Jesse LONGWAY, Plaintiff-Appellant, v. MYERS INDUSTRIES, INC., Defendant-Appellee.
Jesse Longway appeals from a judgment of the District Court (Underhill, C.J.) granting summary judgment in favor of Myers Industries, Inc. and dismissing his claims of disability discrimination, failure to accommodate, and retaliation under the Americans with Disabilities Act (ADA), 42 U.S.C. § 12101 et seq., and the Connecticut Fair Employment Practices Act (CFEPA), C.G.S. §§ 46(a)–60(a) et seq., as well as “regarded as” disability discrimination under the ADA and perceived disability discrimination pursuant to the CFEPA. We assume the parties’ familiarity with the underlying facts and prior record of proceedings, to which we refer only as necessary to explain our decision to affirm.
On appeal, Longway argues that the District Court erred in granting summary judgment because Myers Industries was aware of his disability but failed to provide reasonable accommodations, and because there was evidence of a causal connection between his actual or perceived disability and termination. To make out a prima facie case of discrimination under the ADA and the CFEPA, a plaintiff must show that his employer had notice of his disability. See Graves v. Finch Pruyn & Co., 457 F.3d 181, 184 (2d Cir. 2006); Curry v. Allan S. Goodman, Inc., 286 Conn. 390, 415, 944 A.2d 925 (2008); see also Sista v. CDC Ixis N. Am., Inc., 445 F.3d 161, 169 (2d Cir. 2006); Jackson v. Water Pollution Control Auth. of Bridgeport, 278 Conn. 692, 705–06, 900 A.2d 498 (2006).
Assuming without deciding that Longway's pancreatitis is a disability under federal and Connecticut law, we agree with the District Court that, based on Longway's own account of his conversations with his employer, no reasonable jury could find that Myers Industries had any reason to know that he had pancreatitis or another medical condition that substantially limited a major life activity, as required for a disability under the ADA, 42 U.S.C. § 12102(1)(A), or was “chronic,” as required for a disability under the CFEPA, Conn. Gen. Stat. § 46a-51(15). Indeed, Longway conceded that he did not inform his supervisor or anyone else at Myers Industries that he had pancreatitis.
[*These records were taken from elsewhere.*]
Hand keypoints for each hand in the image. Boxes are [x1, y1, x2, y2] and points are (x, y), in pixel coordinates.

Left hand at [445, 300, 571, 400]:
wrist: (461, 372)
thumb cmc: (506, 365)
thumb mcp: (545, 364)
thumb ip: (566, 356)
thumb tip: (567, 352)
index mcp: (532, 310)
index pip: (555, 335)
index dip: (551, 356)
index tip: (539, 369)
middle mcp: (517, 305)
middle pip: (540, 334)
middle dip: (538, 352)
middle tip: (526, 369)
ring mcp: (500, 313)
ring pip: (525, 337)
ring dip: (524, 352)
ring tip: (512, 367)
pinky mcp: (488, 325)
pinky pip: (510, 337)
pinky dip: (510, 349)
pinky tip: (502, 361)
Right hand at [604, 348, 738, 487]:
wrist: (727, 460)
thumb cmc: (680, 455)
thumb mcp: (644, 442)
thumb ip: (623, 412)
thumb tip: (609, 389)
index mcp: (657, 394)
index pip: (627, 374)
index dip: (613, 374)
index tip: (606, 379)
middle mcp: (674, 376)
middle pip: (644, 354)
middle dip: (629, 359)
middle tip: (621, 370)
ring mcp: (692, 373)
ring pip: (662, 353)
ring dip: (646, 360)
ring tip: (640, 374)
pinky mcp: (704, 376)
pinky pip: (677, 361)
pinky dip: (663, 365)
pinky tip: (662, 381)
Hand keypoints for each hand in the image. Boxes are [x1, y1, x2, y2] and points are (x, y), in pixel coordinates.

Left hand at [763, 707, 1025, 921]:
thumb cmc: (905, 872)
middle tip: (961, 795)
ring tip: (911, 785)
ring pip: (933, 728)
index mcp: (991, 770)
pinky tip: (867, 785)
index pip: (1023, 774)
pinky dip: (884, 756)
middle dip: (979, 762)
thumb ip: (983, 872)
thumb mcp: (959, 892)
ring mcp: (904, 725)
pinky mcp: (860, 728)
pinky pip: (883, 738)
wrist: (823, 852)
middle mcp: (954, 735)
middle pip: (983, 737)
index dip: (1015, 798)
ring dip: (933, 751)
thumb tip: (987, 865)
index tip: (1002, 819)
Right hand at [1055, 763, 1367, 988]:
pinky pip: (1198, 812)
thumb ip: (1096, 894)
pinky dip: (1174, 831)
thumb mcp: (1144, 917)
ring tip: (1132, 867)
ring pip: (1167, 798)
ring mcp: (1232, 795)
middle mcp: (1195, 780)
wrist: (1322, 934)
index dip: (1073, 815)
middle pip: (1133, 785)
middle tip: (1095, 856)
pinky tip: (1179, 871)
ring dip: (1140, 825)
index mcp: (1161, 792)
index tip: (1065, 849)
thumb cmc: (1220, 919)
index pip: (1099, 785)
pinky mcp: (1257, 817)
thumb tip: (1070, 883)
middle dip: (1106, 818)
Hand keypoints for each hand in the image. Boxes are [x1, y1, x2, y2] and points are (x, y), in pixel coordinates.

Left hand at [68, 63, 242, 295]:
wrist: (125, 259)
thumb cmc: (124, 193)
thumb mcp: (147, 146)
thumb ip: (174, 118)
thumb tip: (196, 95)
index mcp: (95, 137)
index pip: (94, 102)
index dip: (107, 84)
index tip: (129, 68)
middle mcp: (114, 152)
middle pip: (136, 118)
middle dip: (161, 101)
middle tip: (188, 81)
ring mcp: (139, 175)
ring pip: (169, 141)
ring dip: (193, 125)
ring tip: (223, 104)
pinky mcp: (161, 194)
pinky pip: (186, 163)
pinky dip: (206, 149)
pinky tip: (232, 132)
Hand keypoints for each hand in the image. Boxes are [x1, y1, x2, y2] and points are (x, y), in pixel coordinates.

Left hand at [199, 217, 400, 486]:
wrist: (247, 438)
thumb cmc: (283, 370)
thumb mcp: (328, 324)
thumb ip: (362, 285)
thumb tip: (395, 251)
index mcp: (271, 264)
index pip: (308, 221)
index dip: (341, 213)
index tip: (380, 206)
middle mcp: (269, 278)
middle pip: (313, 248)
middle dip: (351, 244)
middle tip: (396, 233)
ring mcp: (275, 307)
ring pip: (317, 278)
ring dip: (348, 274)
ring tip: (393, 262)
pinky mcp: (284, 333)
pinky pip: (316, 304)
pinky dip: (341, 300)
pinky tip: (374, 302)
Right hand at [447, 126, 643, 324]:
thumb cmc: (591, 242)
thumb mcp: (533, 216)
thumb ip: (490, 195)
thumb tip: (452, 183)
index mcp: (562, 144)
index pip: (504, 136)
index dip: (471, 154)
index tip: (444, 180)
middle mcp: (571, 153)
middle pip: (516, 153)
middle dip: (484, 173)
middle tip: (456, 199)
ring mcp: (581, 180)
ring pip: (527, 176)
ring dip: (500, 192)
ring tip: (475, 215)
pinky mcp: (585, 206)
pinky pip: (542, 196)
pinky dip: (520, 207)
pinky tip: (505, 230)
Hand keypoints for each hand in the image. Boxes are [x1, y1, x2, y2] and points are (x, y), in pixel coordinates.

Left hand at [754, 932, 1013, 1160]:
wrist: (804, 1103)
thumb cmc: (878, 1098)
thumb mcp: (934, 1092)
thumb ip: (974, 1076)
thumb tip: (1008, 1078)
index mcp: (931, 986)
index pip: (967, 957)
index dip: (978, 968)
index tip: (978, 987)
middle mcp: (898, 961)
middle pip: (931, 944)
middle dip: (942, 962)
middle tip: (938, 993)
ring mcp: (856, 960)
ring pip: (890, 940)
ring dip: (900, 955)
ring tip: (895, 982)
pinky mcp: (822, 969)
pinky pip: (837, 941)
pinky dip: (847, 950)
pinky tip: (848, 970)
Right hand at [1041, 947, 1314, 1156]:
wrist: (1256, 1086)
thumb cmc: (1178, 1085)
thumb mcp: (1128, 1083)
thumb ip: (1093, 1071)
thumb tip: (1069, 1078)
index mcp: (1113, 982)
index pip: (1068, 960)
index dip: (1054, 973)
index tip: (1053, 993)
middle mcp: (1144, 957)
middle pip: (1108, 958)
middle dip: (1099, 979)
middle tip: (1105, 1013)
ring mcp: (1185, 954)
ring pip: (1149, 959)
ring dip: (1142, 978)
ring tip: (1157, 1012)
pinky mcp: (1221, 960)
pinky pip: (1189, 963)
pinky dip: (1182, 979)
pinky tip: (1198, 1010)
And to the extent that Longway communicated to his employer that he received medical treatment, the record does not show that he ever characterized his condition as anything other than a one-time injury of the sort that would not qualify as a disability under either statute. To the contrary, Longway informed his supervisor that he was being released from the hospital with “[n]o restrictions physically” and could return to work the following day, App'x 459, and Longway never completed the short-term disability form that his supervisor sent him. For these reasons, the District Court correctly concluded that his claims of discrimination, failure to accommodate, and either “regarded as” disability discrimination under the ADA or perceived disability discrimination under the CFEPA failed as a matter of law.
We turn next to Longway's retaliation claims. To make out a claim of retaliation under the ADA and CFEPA, a plaintiff must demonstrate that he “suffered an adverse employment action after—and causally connected to—his engagement in protected activity.” Fox v. Costco Wholesale Corp., 918 F.3d 65, 72 (2d Cir. 2019); see Ayantola v. Bd. of Trs. of Tech. Colls., 116 Conn. App. 531, 536, 976 A.2d 784 (2009). We agree with the District Court that, as with the other dismissed claims, Longway's retaliation claims fail because Longway's own account shows that he never informed Myers Industries that he was disabled and therefore that he never requested an accommodation within the meaning of the disability laws. And in any event, Longway also failed to rebut Myers Industries's legitimate, non-discriminatory explanation that it terminated Longway because he missed too many days of work.
We have considered Longway's remaining arguments and conclude that they are without merit. For the foregoing reasons, the judgment of the District Court is AFFIRMED.